Agnès Uwimana Nkusi was freed on 18 June after completing a four-year sentence on charges including “harming state security” that were prompted by her reporting.
Rwandan journalist Agnès Uwimana Nkusi was freed on 18 June after completing a four-year sentence on charges including “harming state security” that were prompted by her reporting. Nkusi’s unflinching commitment to information freedom led Reporters Without Borders on 3 May to name her one of 100 “information freedom heroes.”
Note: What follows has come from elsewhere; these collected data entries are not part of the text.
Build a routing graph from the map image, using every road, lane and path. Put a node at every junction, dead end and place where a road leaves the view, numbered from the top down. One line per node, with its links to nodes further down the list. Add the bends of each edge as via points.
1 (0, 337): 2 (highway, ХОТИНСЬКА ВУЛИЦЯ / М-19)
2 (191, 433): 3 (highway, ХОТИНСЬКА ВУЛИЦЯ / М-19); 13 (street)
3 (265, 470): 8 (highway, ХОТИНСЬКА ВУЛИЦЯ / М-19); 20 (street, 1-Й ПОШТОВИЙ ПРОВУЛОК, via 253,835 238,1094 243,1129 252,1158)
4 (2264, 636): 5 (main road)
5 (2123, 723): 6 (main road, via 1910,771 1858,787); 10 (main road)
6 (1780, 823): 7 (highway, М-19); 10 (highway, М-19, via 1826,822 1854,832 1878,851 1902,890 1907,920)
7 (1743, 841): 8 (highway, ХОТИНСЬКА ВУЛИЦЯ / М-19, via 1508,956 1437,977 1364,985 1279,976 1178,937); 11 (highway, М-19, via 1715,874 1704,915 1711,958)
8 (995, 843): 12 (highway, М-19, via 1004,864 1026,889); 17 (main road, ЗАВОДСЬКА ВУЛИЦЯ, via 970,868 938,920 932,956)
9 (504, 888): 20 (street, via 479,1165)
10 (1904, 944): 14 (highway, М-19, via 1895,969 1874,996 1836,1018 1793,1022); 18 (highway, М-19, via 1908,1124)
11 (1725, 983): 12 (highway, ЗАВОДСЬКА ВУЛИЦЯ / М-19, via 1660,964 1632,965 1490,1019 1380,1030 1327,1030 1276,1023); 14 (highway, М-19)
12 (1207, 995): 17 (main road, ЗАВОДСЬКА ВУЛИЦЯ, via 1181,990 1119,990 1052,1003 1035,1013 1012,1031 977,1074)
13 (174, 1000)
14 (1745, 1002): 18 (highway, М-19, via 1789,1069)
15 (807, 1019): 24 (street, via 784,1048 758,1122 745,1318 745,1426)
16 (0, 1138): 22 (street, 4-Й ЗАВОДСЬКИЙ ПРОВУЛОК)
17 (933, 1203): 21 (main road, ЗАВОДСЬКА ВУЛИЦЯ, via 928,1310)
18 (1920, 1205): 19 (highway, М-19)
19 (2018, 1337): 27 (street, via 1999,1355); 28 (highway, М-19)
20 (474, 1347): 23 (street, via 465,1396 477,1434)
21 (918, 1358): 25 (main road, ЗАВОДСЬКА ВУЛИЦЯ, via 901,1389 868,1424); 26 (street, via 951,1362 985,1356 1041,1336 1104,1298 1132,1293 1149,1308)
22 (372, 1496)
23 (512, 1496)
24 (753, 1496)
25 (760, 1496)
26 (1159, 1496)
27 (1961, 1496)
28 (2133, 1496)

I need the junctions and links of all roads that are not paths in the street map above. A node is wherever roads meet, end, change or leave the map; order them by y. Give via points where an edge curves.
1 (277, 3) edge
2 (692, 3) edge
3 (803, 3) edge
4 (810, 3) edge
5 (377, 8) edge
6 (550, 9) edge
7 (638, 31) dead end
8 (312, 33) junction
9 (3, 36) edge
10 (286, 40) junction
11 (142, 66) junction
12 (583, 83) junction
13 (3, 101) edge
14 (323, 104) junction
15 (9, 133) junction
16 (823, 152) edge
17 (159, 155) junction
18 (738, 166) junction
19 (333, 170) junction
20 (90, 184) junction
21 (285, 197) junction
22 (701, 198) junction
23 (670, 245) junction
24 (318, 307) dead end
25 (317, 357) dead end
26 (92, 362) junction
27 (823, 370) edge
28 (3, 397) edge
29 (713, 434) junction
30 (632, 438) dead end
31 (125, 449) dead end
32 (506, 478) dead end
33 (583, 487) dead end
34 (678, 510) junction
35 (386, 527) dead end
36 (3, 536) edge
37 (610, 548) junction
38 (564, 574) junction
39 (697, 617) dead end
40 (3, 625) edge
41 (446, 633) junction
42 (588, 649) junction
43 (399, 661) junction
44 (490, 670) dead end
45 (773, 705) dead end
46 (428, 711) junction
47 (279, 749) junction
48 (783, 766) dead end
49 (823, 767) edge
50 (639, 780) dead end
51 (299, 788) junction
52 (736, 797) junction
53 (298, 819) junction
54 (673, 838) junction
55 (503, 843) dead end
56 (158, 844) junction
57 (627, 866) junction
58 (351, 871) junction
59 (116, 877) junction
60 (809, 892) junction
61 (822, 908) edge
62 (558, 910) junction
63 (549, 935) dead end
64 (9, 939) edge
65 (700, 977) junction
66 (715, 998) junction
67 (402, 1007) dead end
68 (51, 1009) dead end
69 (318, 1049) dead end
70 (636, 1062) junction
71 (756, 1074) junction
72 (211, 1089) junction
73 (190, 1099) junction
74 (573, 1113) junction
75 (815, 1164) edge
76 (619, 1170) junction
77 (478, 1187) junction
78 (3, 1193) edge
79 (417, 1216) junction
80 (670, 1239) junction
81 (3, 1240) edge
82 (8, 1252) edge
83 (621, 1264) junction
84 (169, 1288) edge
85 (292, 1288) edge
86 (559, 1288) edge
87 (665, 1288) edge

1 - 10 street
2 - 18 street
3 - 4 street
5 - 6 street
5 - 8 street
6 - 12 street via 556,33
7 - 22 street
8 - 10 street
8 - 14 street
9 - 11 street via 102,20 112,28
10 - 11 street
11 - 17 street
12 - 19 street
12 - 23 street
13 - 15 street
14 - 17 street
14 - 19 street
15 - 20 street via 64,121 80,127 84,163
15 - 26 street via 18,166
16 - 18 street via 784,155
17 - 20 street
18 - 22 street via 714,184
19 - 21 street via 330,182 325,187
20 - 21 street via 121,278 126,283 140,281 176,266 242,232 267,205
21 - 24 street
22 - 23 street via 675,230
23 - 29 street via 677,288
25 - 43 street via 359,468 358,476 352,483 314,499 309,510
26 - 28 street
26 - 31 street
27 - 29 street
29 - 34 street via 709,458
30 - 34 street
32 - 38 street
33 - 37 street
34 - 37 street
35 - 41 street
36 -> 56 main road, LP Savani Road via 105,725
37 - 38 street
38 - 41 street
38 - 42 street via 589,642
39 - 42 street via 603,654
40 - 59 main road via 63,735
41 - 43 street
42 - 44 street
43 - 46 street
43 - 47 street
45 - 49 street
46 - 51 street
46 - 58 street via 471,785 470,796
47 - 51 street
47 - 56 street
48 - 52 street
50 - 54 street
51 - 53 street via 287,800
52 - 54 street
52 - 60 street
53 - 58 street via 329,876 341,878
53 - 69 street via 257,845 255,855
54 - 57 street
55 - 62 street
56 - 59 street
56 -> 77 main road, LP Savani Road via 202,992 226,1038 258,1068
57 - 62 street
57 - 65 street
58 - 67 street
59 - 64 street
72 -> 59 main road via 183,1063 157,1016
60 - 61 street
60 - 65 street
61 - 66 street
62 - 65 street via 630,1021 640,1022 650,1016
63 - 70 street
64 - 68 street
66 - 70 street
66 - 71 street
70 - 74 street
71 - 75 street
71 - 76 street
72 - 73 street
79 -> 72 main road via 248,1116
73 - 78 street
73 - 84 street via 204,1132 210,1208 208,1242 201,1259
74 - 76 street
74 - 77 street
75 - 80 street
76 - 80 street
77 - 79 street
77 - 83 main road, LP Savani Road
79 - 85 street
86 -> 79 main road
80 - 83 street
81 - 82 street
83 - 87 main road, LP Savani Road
Behind bars since July 2010, Nkusi initially faced up to 17 years in prison on charges of inciting “civil disobedience”, “prompting division”, and “genocide denial”. The accusations followed publication of articles critical of President Paul Kagame. On 5 April 2012, the Supreme Court of Rwanda reduced her sentence to four years, upholding two charges against her: “damaging state security” and “defamation of President Kagame”. Her prison term ended on 18 June, a year after the release of Saidat Mukakibibi, her colleague, who was arrested with her.
“We are happy to know that Agnès is free,” said Virginie Dangles, deputy head of research and advocacy at Reporters Without Borders. “But we would like to make clear that her imprisonment was as unjust as it was arbitrary and should never have happened.”
For four years, Reporters without borders has demanded that Nkusi’s sentence be overturned and that she be freed. Now that she has been released, the fight for her legal rehabilitation can begin.
Rwanda is ranked 162 of 180 countries in the Reporters Without Borders World Press Freedom Index 2014.